• _Problem description_: Tally the lines of the entries in which the string "dead" occurs, and say only how many.

(Excerpts from a dataset)
------

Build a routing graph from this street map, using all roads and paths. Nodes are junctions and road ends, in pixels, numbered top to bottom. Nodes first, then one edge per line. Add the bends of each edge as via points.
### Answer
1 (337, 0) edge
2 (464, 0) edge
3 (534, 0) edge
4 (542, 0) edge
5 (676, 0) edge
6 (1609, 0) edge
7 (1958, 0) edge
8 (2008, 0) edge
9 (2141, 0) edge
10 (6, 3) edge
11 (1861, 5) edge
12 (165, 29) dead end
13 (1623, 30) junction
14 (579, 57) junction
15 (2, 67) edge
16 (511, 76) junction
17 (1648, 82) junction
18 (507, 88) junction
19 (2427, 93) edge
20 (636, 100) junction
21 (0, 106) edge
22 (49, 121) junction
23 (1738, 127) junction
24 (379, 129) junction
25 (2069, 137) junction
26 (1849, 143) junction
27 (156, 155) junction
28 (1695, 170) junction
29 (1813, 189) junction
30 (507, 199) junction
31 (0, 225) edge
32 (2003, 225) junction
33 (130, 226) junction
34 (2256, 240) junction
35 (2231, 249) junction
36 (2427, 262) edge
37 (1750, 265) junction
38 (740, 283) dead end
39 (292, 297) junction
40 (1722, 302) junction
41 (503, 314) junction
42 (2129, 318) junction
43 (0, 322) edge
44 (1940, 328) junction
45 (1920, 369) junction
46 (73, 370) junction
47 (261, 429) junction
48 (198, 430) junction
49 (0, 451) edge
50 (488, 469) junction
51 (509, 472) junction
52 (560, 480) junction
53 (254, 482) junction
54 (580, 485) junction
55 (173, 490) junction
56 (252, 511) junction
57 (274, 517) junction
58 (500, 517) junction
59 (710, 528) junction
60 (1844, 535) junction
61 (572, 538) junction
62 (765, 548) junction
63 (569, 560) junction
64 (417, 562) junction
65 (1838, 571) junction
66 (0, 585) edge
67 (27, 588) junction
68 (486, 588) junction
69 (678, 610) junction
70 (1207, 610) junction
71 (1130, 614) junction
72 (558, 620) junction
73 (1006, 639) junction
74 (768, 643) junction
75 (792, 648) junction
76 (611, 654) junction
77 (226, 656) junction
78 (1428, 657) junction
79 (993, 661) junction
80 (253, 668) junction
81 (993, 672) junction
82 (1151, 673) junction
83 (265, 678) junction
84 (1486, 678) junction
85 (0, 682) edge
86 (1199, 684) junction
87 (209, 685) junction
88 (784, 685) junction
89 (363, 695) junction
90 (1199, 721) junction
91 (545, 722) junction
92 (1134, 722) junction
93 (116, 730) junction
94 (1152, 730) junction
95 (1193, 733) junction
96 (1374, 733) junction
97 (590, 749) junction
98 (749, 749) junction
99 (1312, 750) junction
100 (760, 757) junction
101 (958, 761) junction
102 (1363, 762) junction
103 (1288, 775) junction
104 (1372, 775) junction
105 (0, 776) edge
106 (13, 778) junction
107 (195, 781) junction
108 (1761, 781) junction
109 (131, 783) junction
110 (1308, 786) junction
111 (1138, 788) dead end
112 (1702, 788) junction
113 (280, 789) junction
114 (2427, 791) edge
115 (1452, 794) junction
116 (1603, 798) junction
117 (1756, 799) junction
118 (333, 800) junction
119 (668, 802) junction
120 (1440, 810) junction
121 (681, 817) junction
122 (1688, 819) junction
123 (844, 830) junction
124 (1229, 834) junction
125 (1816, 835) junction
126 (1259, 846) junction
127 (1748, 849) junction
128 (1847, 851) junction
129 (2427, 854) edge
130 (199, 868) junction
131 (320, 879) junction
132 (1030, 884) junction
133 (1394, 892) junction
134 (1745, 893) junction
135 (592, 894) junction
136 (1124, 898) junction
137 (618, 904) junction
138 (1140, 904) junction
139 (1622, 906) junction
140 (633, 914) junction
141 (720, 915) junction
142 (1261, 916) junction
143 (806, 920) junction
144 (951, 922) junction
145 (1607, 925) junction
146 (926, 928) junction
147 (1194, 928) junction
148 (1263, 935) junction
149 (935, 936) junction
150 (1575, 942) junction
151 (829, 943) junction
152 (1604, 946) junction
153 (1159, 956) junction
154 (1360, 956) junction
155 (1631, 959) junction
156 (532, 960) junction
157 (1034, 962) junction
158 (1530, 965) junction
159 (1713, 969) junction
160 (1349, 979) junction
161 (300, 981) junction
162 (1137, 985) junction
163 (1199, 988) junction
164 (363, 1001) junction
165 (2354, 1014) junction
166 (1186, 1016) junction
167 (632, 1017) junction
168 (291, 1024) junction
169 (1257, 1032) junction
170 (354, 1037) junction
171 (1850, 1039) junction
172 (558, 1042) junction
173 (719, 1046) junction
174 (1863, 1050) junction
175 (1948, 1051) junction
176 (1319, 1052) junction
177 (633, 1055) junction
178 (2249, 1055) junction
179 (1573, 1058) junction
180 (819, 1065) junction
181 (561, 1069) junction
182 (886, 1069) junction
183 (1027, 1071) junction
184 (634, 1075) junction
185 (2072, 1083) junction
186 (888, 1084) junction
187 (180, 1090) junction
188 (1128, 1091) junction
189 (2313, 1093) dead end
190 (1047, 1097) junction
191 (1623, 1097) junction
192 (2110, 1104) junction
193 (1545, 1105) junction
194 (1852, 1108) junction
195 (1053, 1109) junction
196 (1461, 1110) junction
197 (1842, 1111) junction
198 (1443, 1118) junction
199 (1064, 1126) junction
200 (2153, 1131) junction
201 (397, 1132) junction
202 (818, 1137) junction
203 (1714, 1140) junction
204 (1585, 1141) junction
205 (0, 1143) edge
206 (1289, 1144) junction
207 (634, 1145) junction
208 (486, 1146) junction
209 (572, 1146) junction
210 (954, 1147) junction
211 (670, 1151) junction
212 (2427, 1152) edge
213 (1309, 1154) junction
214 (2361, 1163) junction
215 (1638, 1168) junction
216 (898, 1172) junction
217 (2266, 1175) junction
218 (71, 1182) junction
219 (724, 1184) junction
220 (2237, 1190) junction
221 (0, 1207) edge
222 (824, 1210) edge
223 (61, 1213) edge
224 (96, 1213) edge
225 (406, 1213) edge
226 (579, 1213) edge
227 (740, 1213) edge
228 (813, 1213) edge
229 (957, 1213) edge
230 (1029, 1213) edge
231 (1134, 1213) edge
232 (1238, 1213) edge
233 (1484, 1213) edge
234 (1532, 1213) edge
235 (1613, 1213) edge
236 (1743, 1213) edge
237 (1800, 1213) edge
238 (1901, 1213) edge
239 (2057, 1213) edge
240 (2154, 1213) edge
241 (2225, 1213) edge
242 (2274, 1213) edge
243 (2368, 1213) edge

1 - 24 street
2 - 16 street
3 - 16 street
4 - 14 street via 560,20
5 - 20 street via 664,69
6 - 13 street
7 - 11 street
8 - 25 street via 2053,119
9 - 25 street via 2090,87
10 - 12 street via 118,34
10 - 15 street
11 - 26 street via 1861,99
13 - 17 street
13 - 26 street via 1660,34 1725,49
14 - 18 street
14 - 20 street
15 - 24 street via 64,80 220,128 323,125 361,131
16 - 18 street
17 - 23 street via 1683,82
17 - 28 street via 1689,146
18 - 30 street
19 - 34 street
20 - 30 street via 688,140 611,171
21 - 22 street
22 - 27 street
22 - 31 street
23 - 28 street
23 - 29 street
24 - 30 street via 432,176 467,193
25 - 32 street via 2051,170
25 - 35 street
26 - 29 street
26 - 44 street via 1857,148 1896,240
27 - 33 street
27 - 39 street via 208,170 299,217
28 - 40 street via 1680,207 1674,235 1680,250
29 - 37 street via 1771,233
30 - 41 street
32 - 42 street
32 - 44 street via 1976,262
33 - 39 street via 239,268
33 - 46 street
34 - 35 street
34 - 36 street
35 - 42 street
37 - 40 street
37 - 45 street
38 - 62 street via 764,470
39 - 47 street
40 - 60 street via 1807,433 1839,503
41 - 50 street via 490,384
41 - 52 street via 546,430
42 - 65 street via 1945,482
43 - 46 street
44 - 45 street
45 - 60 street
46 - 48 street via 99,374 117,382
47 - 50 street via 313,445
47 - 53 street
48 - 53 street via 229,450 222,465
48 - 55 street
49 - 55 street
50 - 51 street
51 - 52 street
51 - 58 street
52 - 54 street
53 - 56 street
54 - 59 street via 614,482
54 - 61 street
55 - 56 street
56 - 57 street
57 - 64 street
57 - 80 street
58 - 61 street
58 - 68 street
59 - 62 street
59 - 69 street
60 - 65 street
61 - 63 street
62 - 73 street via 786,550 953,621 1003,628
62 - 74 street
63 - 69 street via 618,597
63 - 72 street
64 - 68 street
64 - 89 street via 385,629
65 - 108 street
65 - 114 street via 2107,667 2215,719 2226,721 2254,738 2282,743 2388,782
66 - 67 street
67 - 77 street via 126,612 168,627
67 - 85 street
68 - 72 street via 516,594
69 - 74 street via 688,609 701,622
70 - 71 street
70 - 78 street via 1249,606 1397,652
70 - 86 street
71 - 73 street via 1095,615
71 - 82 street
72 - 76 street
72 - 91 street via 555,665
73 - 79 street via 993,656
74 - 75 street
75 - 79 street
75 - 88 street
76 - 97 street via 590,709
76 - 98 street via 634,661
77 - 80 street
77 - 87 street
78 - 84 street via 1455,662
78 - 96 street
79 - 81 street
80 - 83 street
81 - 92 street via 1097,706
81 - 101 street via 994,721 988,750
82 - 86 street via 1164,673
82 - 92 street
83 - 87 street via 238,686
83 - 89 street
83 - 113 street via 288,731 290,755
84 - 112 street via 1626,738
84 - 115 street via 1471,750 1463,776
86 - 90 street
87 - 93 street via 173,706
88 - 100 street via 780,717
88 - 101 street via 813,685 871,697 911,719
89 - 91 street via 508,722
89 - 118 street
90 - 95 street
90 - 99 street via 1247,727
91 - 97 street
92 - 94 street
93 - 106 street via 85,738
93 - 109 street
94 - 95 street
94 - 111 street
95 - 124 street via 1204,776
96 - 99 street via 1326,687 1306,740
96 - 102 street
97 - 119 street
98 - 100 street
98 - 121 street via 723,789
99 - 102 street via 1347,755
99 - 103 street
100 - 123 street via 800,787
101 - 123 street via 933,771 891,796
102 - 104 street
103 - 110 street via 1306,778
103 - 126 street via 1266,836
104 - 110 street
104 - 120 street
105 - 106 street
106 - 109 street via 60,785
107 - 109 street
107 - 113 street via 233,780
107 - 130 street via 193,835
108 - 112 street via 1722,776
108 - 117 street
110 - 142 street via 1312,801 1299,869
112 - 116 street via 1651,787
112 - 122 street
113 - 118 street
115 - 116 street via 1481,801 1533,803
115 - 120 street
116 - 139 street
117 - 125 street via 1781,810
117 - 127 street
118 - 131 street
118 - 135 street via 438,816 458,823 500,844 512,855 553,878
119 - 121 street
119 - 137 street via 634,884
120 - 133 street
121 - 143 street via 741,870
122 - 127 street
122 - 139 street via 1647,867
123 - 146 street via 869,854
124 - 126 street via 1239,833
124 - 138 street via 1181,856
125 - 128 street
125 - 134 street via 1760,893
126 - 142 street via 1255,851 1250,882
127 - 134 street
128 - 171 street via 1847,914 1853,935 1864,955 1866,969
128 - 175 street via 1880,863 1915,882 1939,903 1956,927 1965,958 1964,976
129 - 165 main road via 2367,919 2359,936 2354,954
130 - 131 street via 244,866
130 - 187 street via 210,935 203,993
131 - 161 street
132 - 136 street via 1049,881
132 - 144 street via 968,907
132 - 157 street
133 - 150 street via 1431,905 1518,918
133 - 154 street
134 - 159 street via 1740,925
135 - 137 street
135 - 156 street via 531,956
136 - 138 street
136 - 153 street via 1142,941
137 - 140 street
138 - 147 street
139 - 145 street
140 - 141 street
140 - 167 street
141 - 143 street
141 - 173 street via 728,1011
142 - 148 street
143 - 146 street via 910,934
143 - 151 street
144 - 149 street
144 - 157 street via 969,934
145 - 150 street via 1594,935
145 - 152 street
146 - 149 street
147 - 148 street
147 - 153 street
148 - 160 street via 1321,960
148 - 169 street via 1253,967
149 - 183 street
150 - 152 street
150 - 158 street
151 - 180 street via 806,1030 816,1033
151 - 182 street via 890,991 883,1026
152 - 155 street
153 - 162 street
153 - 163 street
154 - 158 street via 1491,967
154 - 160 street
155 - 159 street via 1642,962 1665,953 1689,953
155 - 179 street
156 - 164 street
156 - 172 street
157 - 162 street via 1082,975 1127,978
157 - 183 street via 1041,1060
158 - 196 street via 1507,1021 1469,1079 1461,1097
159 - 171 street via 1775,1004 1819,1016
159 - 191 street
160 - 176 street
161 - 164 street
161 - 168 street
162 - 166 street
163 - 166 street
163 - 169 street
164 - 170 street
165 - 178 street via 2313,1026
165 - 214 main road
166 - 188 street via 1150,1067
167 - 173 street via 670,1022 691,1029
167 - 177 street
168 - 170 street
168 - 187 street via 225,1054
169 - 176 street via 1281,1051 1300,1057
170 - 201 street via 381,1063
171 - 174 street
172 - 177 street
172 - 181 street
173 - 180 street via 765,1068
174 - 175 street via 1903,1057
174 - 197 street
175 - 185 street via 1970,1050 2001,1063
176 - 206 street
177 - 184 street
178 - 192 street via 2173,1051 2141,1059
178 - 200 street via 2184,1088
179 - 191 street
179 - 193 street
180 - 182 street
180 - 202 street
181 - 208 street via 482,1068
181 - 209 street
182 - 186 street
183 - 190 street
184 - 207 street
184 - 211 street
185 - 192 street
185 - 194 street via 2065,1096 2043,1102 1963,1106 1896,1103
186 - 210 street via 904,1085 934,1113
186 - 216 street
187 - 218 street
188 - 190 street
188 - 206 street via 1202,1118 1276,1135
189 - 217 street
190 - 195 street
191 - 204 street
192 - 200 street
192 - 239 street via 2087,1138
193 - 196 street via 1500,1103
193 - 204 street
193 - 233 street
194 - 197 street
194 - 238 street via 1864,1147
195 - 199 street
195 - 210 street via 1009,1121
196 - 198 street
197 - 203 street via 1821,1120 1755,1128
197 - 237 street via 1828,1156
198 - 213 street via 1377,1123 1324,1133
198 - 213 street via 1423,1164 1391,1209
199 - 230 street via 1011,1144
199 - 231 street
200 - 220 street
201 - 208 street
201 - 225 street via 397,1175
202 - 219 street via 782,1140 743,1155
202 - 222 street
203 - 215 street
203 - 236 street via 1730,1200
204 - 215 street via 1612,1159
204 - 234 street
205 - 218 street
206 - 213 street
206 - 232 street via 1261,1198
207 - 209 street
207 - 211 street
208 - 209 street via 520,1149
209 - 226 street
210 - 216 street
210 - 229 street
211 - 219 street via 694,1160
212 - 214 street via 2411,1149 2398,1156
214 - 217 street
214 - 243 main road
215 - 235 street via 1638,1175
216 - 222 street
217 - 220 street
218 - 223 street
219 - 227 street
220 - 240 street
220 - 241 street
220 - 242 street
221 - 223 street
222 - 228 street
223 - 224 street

------

• _Solution to this task_: 4